The new company, Russell/Mellon Analytical Services Inc., will be set up within six months. Ownership of the joint venture, which was announced Monday, will be split equally between the Pittsburgh-based banking company and Frank Russell.
Based in Tacoma, Wash., Frank Russell is well known for its stock market indexes, including the Russell 2000. It already provides performance measurement services for $1 trillion of investment assets, while Mellon already provides the service for $500 billion worth.
Together, the partners say, they will have better, more competitive products and services.
"We bring some tools for doing (investment analysis) that have global acceptance. Mellon has systems to deliver that much more effectively," said Janice Harding, managing director of Russell Analytical Services.
The venture will combine products that report back to custody and trust clients on how their investments are performing against benchmarks such as indexes, and suggest how allocations should be made in the future.
William Pryor, manager of investment information services for Mellon Trust, agreed that each side brings strengths to the venture.
"We felt that forming this alliance would make Mellon trust and custody more competitive," Mr. Pryor said.

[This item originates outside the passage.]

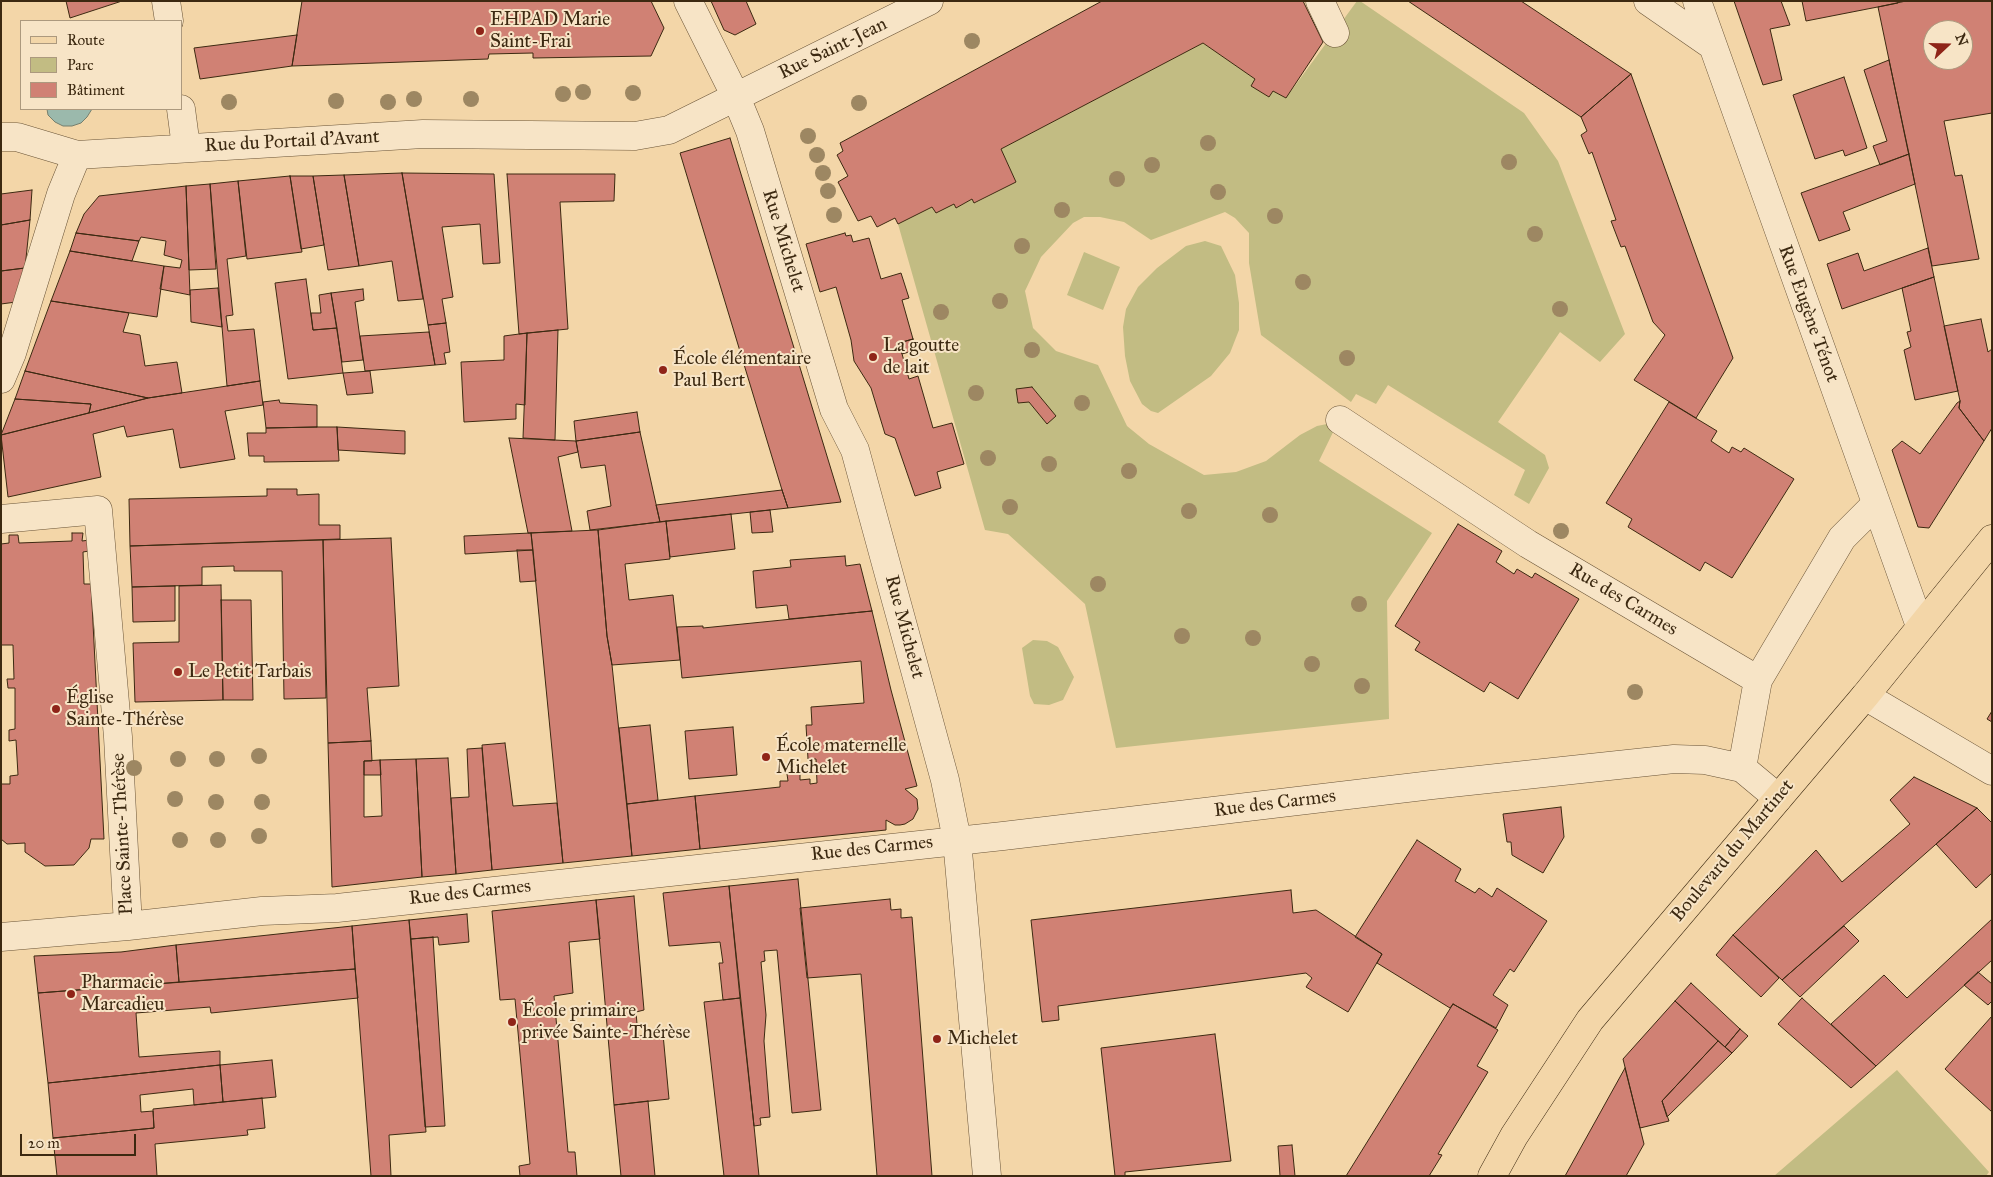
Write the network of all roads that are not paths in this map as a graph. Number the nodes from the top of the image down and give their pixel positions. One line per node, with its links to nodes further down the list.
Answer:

Mellon's administration, custody, and consultant business contributed close to one-fourth of the banking company's $2.4 billion of fee revenue last year.
One observer said the joint venture will also ensure that the performance evaluation Mellon provides to its custody clients-some of whom are also investment management clients-is objective.

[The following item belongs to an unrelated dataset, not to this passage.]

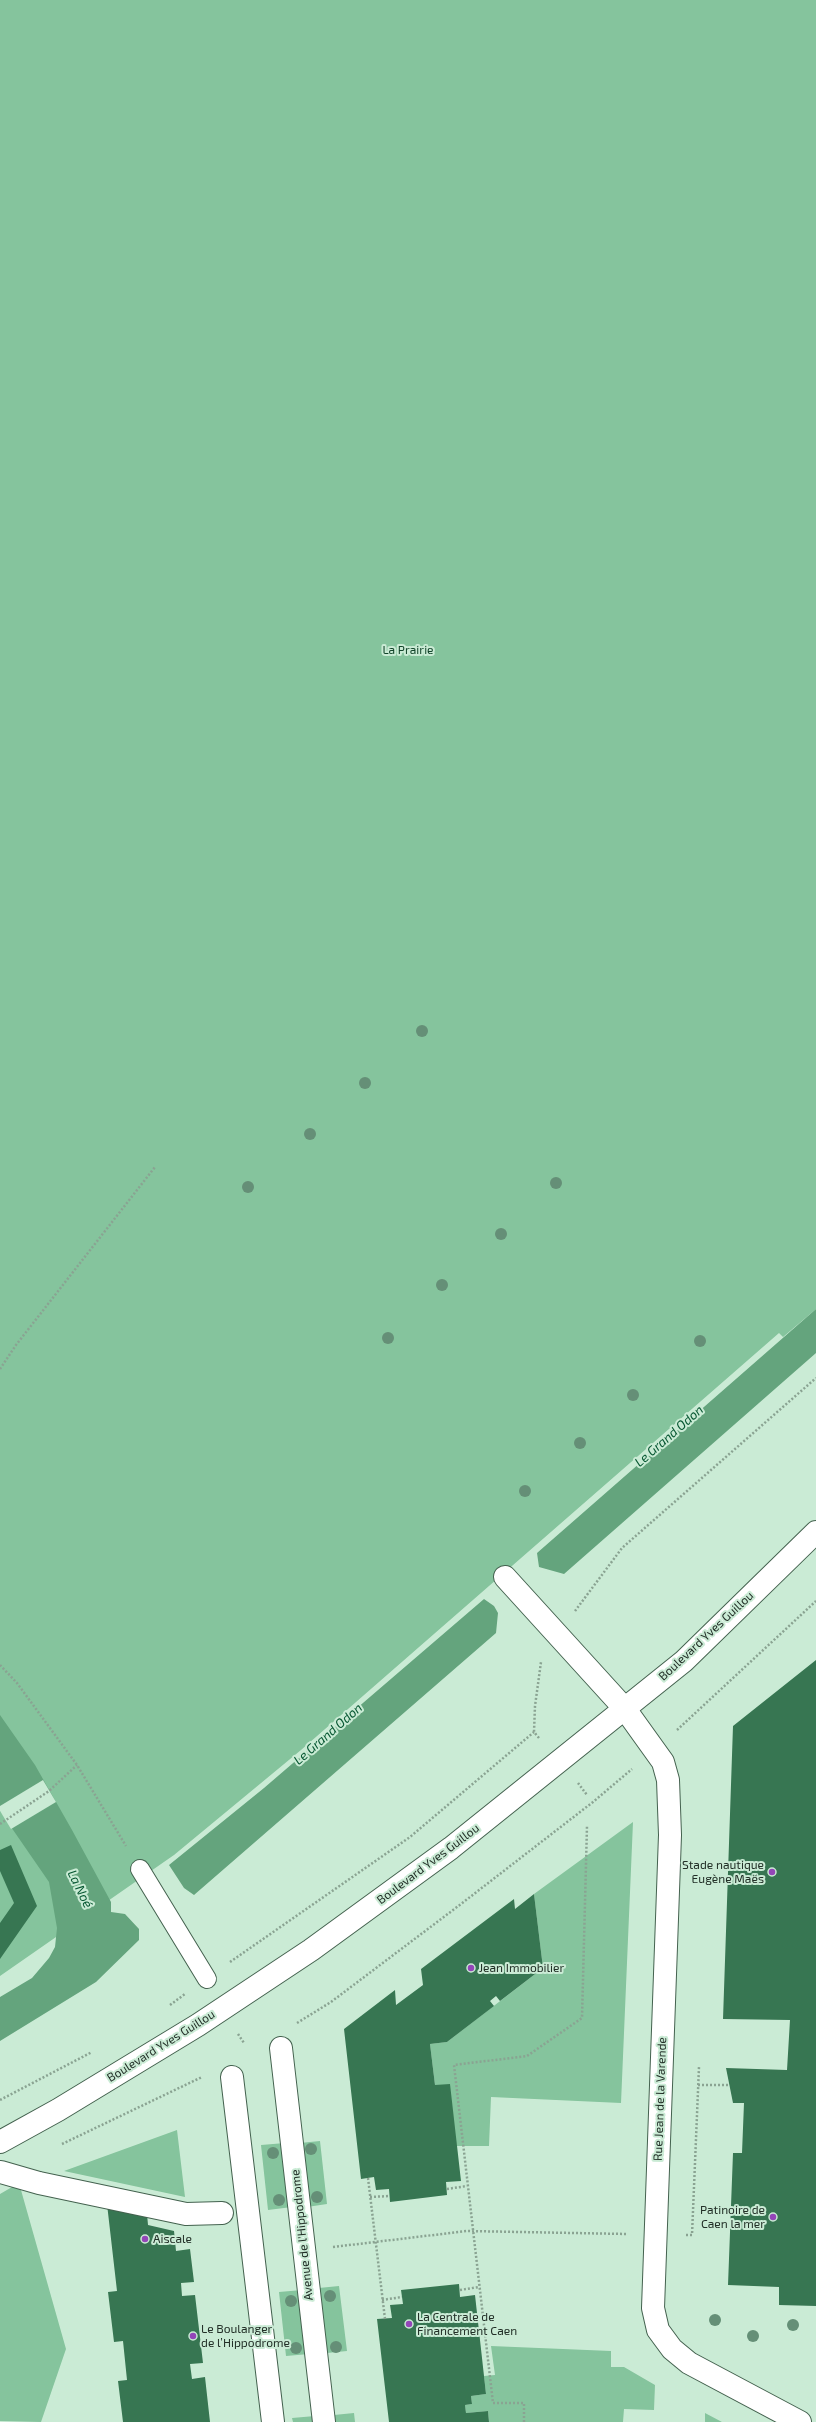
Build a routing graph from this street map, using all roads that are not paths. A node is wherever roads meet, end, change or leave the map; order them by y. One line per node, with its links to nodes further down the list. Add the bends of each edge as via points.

Conflict of interest has been a issue for Mellon since its acquisition last year of Buck Consulting, an actuarial and employee benefits firm that has its own investment performance measurement group.
"In a way you've got one unit of Mellon evaluating another one," said Anthony R. Davis, an analyst at SBC Warburg Dillon Read Inc., New York.
"A cleaner way is to have a separate entity, as they are doing with Russell, that is divorced from the investment management operations of Dreyfus and Boston Co.," he added.
Geoffrey H. Bobroff, a mutual fund consultant in East Greenwich, R.I., agreed, adding that although the joint venture is set up for institutional clients, it could be brought to bear on retail mutual fund customers through 401(k) programs.
"They'll use Frank Russell as the backdrop, just as Schwab technically says 'we use Morningstar's stars," Mr. Bobroff said.
"It looks a lot better to the outside world. Frank Russell is steeped in the history of money-manager selection," he added.
Mr. Davis said Mellon will probably seek to divest Buck's investment performance measurement group. But a Mellon spokesman said the bank has no divestiture plans. "We feel there is adequate disclosure," he said.
The joint venture comes on the heels of another Mellon alliance in the custody business, CIBC Mellon Global Securities, which started last year. Under that arrangement, Mellon and Canadian Imperial Bank of Commerce bought the custody portfolio of Canada Trust.
Mellon has been joining forces with other money managers lately, by joint venture, alliance, or acquisition.
"It really depends on the market we're entering, the business lines involved, and the firms we're doing business with," the spokesman said.